The pictures get dropped, while every remaining part of the listing is copied exactly.
● ● ● ● ●
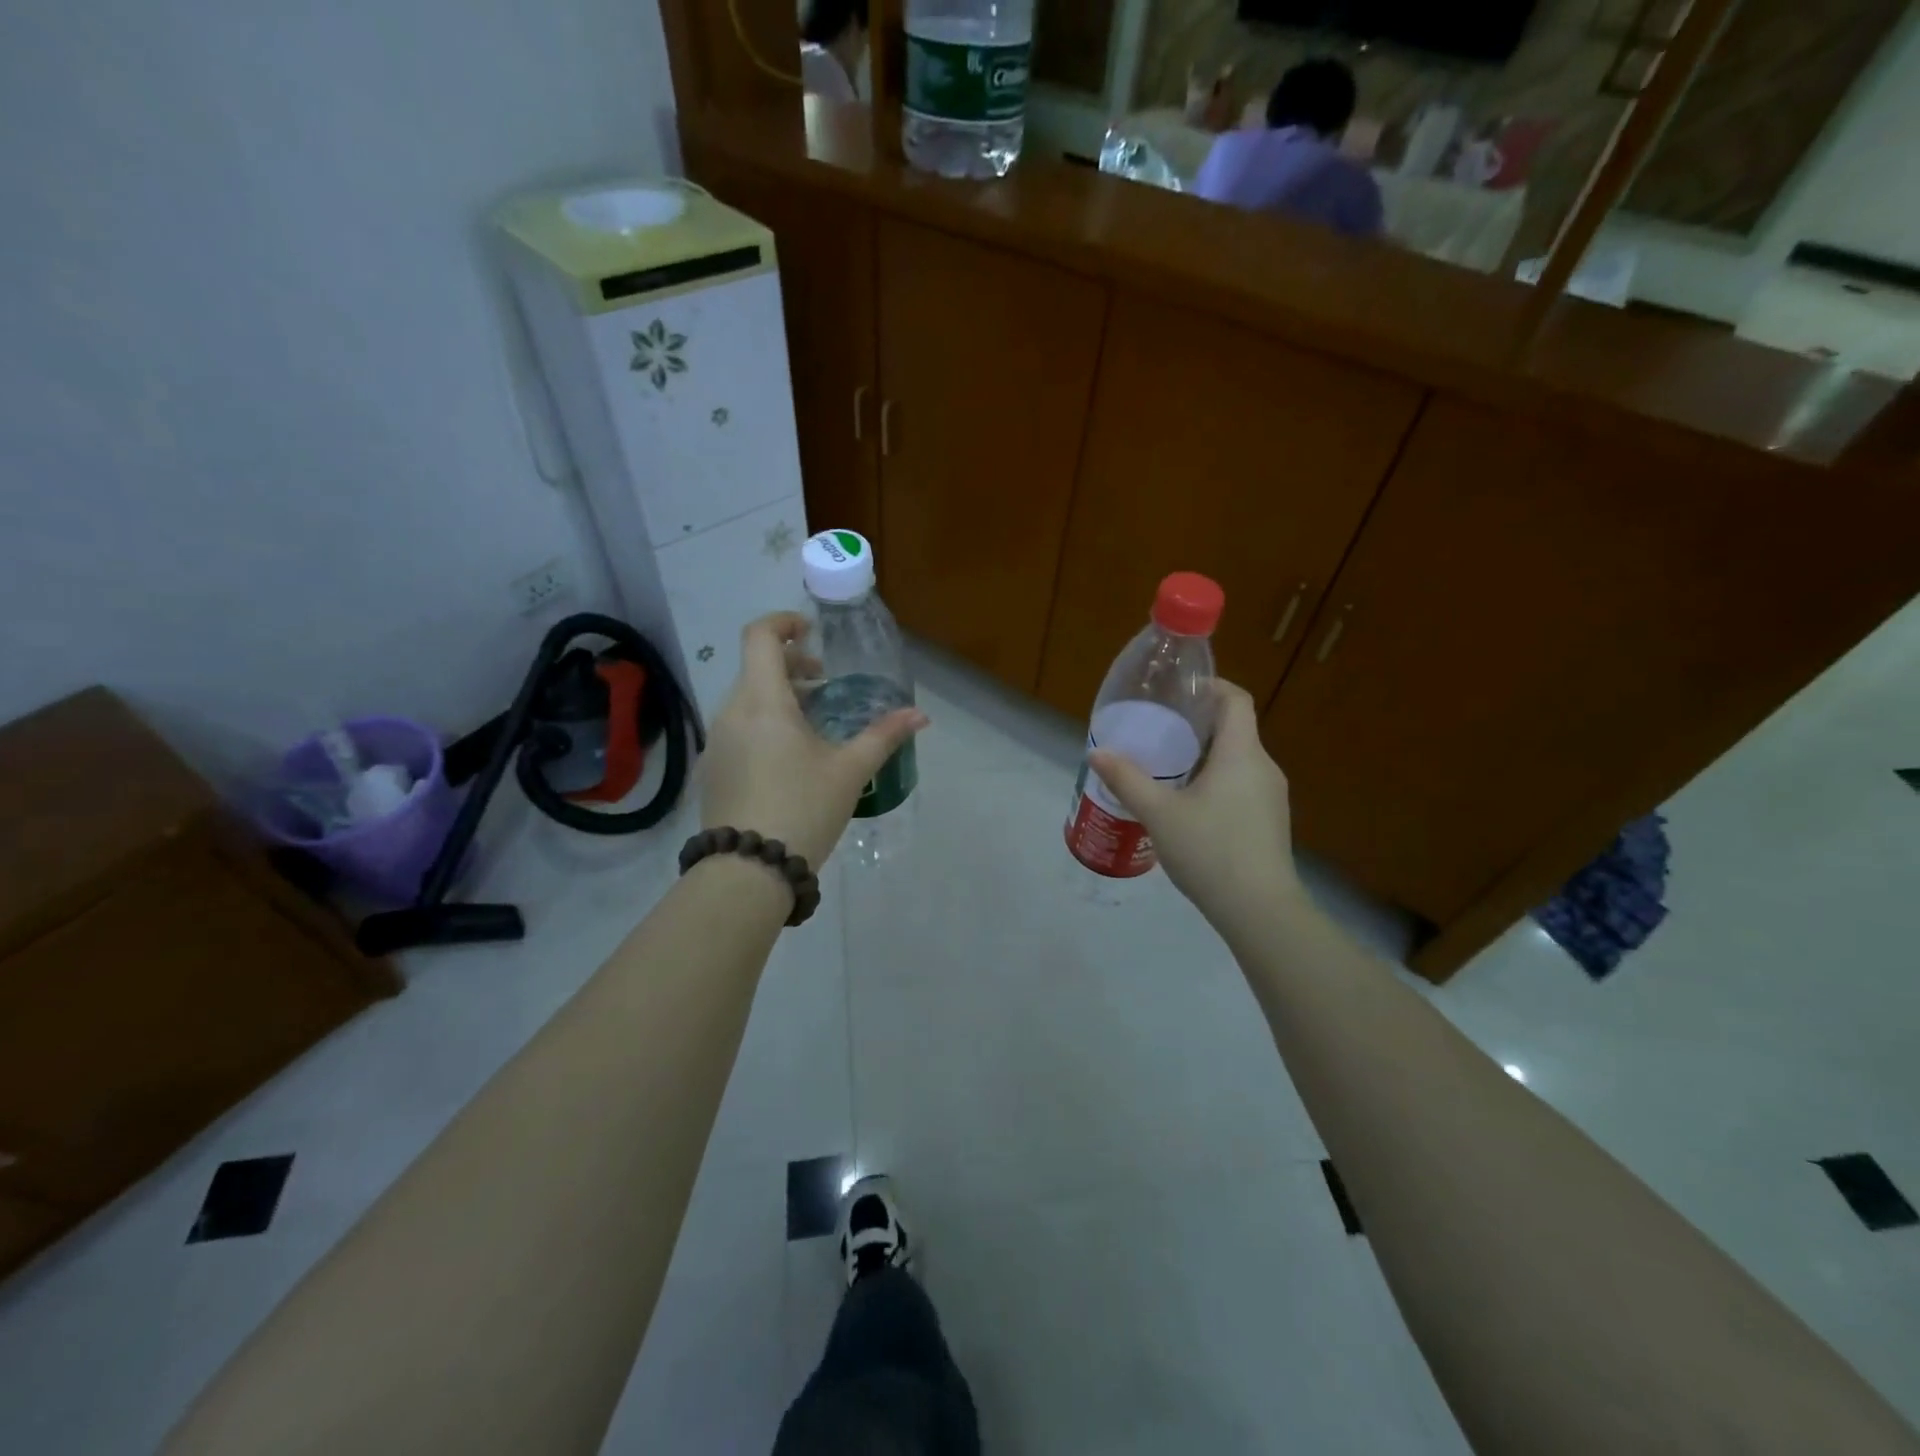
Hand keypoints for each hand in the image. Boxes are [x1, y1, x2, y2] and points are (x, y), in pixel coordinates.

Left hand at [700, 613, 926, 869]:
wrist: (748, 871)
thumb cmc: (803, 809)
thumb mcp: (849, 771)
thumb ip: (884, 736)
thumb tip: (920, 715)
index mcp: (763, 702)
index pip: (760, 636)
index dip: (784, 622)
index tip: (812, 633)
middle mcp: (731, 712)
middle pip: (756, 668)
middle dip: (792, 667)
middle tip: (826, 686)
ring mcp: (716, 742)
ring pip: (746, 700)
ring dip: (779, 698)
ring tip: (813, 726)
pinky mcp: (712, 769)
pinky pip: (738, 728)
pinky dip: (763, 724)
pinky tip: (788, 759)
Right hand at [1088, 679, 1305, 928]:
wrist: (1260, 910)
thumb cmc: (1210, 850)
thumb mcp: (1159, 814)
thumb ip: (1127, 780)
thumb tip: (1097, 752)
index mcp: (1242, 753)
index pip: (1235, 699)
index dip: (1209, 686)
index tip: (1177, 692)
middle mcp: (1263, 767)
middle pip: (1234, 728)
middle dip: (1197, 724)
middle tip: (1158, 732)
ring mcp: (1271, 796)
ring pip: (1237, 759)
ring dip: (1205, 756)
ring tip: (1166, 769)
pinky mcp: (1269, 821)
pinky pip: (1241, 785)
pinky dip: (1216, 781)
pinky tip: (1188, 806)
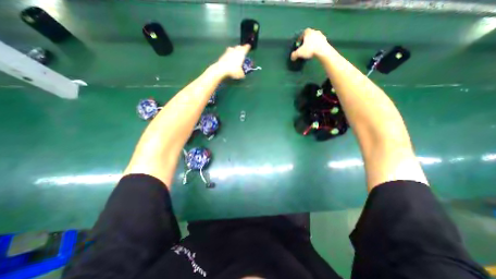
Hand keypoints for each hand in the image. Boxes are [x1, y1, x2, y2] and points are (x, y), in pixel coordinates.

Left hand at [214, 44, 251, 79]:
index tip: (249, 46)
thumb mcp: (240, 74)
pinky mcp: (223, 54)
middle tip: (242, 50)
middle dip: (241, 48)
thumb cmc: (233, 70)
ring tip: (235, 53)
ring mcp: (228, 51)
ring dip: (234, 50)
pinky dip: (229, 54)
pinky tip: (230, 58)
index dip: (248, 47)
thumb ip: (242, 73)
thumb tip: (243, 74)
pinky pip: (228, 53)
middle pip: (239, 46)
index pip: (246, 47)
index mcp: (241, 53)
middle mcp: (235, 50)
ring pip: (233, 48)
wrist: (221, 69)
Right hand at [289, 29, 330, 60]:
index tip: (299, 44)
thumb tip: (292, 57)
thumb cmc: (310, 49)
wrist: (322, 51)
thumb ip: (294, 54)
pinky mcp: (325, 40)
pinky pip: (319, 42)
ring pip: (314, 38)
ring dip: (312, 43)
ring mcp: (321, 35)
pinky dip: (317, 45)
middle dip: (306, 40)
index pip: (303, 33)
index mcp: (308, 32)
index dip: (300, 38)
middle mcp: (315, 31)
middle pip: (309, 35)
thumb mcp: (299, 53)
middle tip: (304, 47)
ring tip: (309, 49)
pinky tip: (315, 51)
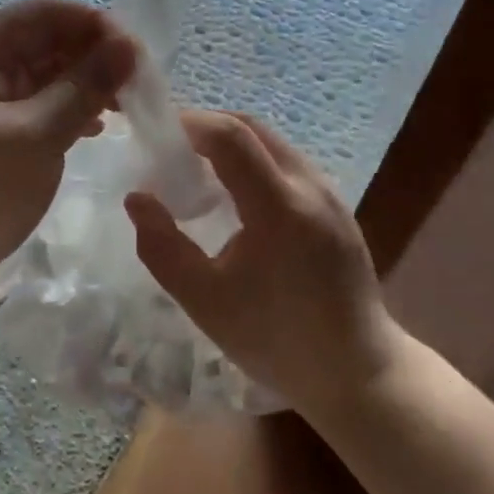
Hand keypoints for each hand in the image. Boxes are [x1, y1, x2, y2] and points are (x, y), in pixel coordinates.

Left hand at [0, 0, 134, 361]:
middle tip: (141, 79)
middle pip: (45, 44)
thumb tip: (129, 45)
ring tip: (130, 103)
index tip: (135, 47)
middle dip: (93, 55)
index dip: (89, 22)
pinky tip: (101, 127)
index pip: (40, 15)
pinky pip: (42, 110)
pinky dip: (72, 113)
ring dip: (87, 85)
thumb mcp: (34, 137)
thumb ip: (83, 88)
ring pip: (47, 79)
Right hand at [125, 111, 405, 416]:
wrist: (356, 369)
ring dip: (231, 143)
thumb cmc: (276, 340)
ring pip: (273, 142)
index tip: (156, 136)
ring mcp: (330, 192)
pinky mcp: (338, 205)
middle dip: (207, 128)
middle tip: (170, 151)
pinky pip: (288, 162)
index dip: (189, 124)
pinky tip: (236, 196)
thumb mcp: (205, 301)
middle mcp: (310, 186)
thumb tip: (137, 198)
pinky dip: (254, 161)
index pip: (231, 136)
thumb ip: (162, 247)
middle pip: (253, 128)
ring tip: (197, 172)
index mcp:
● ● ● ● ●
• RESULT OF THE TASK:
Hand keypoints for each hand in the image. Boxes are [x1, y1, x2, y2] and points are (x, y), in pixel coordinates.

Left hand at [700, 613, 926, 869]:
wrist: (748, 871)
thumb cmc: (803, 809)
thumb mcp: (849, 771)
thumb ip: (884, 736)
thumb tip: (920, 715)
index mcp: (763, 702)
index pip: (760, 636)
index dip: (784, 622)
index tip: (812, 633)
middle mcp: (731, 712)
middle pip: (756, 668)
middle dip: (792, 667)
middle tip: (826, 686)
ring mcp: (716, 742)
ring pip: (746, 700)
ring dip: (779, 698)
ring tip: (813, 726)
pinky mcp: (712, 769)
pinky pip: (738, 728)
pinky dip: (763, 724)
pinky tip: (788, 759)
Right hand at [1088, 679, 1305, 928]:
wrist: (1260, 910)
thumb cmc: (1210, 850)
thumb mcp: (1159, 814)
thumb ip: (1127, 780)
thumb tip: (1097, 752)
index mcp: (1242, 753)
index pip: (1235, 699)
index dip: (1209, 686)
index tip: (1177, 692)
middle mcp: (1263, 767)
middle pip: (1234, 728)
middle dip: (1197, 724)
middle tip: (1158, 732)
ring mcp: (1271, 796)
ring pip: (1237, 759)
ring dip: (1205, 756)
ring tip: (1166, 769)
pinky mcp: (1269, 821)
pinky pip: (1241, 785)
pinky dip: (1216, 781)
pinky tip: (1188, 806)
Hand keypoints for each hand in the image. Boxes are [x1, y1, x2, y2] and points are (x, y), in pixel coordinates.

Left hand at [214, 44, 251, 79]:
index tip: (249, 46)
thumb mcp: (240, 74)
pinky mcp: (223, 54)
middle tip: (242, 50)
middle dip: (241, 48)
thumb cmc: (233, 70)
ring tip: (235, 53)
ring mcp: (228, 51)
ring dip: (234, 50)
pinky dip: (229, 54)
pinky tip: (230, 58)
index dip: (248, 47)
thumb ip: (242, 73)
thumb tip: (243, 74)
pinky pip: (228, 53)
middle pip: (239, 46)
index pip: (246, 47)
index mcp: (241, 53)
middle mcp: (235, 50)
ring pip: (233, 48)
wrist: (221, 69)
Right hand at [289, 29, 330, 60]:
index tip: (299, 44)
thumb tip: (292, 57)
thumb cmc: (310, 49)
wrist: (322, 51)
thumb ip: (294, 54)
pinky mcp: (325, 40)
pinky pip: (319, 42)
ring pip: (314, 38)
ring dip: (312, 43)
ring mcp: (321, 35)
pinky dip: (317, 45)
middle dip: (306, 40)
index pip: (303, 33)
index mcp: (308, 32)
index dip: (300, 38)
middle mcp: (315, 31)
middle pip: (309, 35)
thumb mcp: (299, 53)
middle tip: (304, 47)
ring tip: (309, 49)
pinky tip: (315, 51)
Hand keypoints for each hand in the image. Boxes are [x1, y1, x2, y2] and points are (x, y), in pixel coordinates.

Left hand at [0, 0, 134, 361]:
middle tip: (141, 79)
middle pip: (45, 44)
thumb tip: (129, 45)
ring tip: (130, 103)
index tip: (135, 47)
middle dip: (93, 55)
index dip: (89, 22)
pinky tip: (101, 127)
index pip: (40, 15)
pinky pip: (42, 110)
pinky dip: (72, 113)
ring dip: (87, 85)
thumb mcp: (34, 137)
thumb ip: (83, 88)
ring pip: (47, 79)
Right hand at [125, 111, 405, 416]:
wrist: (356, 369)
ring dip: (231, 143)
thumb cmc: (276, 340)
ring pip: (273, 142)
index tip: (156, 136)
ring mcp: (330, 192)
pinky mcp: (338, 205)
middle dip: (207, 128)
middle tip: (170, 151)
pinky pip: (288, 162)
index dip: (189, 124)
pinky tip: (236, 196)
thumb mcp: (205, 301)
middle mcp: (310, 186)
thumb tip: (137, 198)
pinky dip: (254, 161)
index pip: (231, 136)
thumb ip: (162, 247)
middle pip: (253, 128)
ring tip: (197, 172)
index mcp:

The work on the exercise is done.